The following example list the top 50 entities using GetTopTFIDF():
#include %IKPublic
DomainCreateOrOpen
SET dname="mydomain"
IF (##class(%iKnow.Domain).NameIndexExists(dname))
{ WRITE "The ",dname," domain already exists",!
SET domoref=##class(%iKnow.Domain).NameIndexOpen(dname)
GOTO DeleteOldData }
ELSE
{ WRITE "The ",dname," domain does not exist",!

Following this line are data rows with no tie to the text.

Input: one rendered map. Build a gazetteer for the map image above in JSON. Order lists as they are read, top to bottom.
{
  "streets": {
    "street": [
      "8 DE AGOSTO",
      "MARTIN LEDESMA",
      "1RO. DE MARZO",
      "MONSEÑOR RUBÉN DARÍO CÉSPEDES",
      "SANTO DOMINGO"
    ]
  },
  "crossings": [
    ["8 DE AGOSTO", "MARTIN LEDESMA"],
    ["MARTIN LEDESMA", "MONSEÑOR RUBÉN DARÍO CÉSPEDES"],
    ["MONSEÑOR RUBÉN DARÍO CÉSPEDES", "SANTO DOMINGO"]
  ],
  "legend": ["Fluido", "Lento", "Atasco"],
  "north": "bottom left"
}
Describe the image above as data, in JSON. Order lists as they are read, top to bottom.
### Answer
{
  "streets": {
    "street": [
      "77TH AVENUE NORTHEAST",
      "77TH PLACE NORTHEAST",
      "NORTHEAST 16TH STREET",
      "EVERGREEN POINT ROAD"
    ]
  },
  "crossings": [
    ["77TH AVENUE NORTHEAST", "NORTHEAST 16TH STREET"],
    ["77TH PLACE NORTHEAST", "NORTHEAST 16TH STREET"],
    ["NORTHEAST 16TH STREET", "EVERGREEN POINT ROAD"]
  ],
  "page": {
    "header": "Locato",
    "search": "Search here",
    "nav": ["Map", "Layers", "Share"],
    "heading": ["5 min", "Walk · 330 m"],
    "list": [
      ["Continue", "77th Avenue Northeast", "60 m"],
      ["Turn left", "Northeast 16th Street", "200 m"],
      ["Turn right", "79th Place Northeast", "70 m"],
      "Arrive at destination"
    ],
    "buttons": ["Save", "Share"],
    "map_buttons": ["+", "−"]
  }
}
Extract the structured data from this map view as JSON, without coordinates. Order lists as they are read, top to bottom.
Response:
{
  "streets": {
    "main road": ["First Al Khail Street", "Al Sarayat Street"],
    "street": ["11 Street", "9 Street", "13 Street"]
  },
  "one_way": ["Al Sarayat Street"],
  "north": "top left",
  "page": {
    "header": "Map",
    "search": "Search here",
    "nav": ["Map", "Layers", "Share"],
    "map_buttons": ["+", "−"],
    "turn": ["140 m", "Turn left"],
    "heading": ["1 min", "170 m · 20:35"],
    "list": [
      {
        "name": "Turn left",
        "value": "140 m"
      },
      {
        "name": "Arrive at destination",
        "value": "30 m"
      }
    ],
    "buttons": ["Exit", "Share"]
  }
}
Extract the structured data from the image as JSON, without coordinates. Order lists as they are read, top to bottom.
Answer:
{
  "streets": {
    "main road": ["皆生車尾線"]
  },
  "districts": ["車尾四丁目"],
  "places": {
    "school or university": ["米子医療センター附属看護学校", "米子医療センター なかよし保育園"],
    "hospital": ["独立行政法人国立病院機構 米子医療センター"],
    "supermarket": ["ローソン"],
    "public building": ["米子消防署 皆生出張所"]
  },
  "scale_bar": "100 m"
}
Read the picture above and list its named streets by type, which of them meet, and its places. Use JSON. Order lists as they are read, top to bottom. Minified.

SET domoref=##class(%iKnow.Domain).%New(dname)
DO domoref.%Save()
WRITE "Created the ",dname," domain with domain ID ",domoref.Id,!
GOTO ListerAndLoader }
DeleteOldData
SET stat=domoref.DropData()
IF stat { WRITE "Deleted the data from the ",dname," domain",!!
GOTO ListerAndLoader }
ELSE { WRITE "DropData error ",$System.Status.DisplayError(stat)
QUIT}
ListerAndLoader
SET domId=domoref.Id
SET flister=##class(%iKnow.Source.SQL.Lister).%New(domId)
SET myloader=##class(%iKnow.Source.Loader).%New(domId)
QueryBuild
SET myquery="SELECT TOP 100 ID AS UniqueVal,Type,NarrativeFull FROM Aviation.Event"
SET idfld="UniqueVal"
SET grpfld="Type"
SET dataflds=$LB("NarrativeFull")
UseLister
SET stat=flister.AddListToBatch(myquery,idfld,grpfld,dataflds)
IF stat '= 1 {WRITE "The lister failed: ",$System.Status.DisplayError(stat) QUIT }
UseLoader
SET stat=myloader.ProcessBatch()
IF stat '= 1 {WRITE "The loader failed: ",$System.Status.DisplayError(stat) QUIT }
SourceCountQuery
SET numSrcD=##class(%iKnow.Queries.SourceQAPI).GetCountByDomain(domId)
WRITE "The domain contains ",numSrcD," sources",!
TopEntitiesQuery
DO ##class(%iKnow.Queries.EntityAPI).GetTopTFIDF(.result,domId,1,50)
SET i=1
WHILE $DATA(result(i)) {
SET outstr = $LISTTOSTRING(result(i),",",1)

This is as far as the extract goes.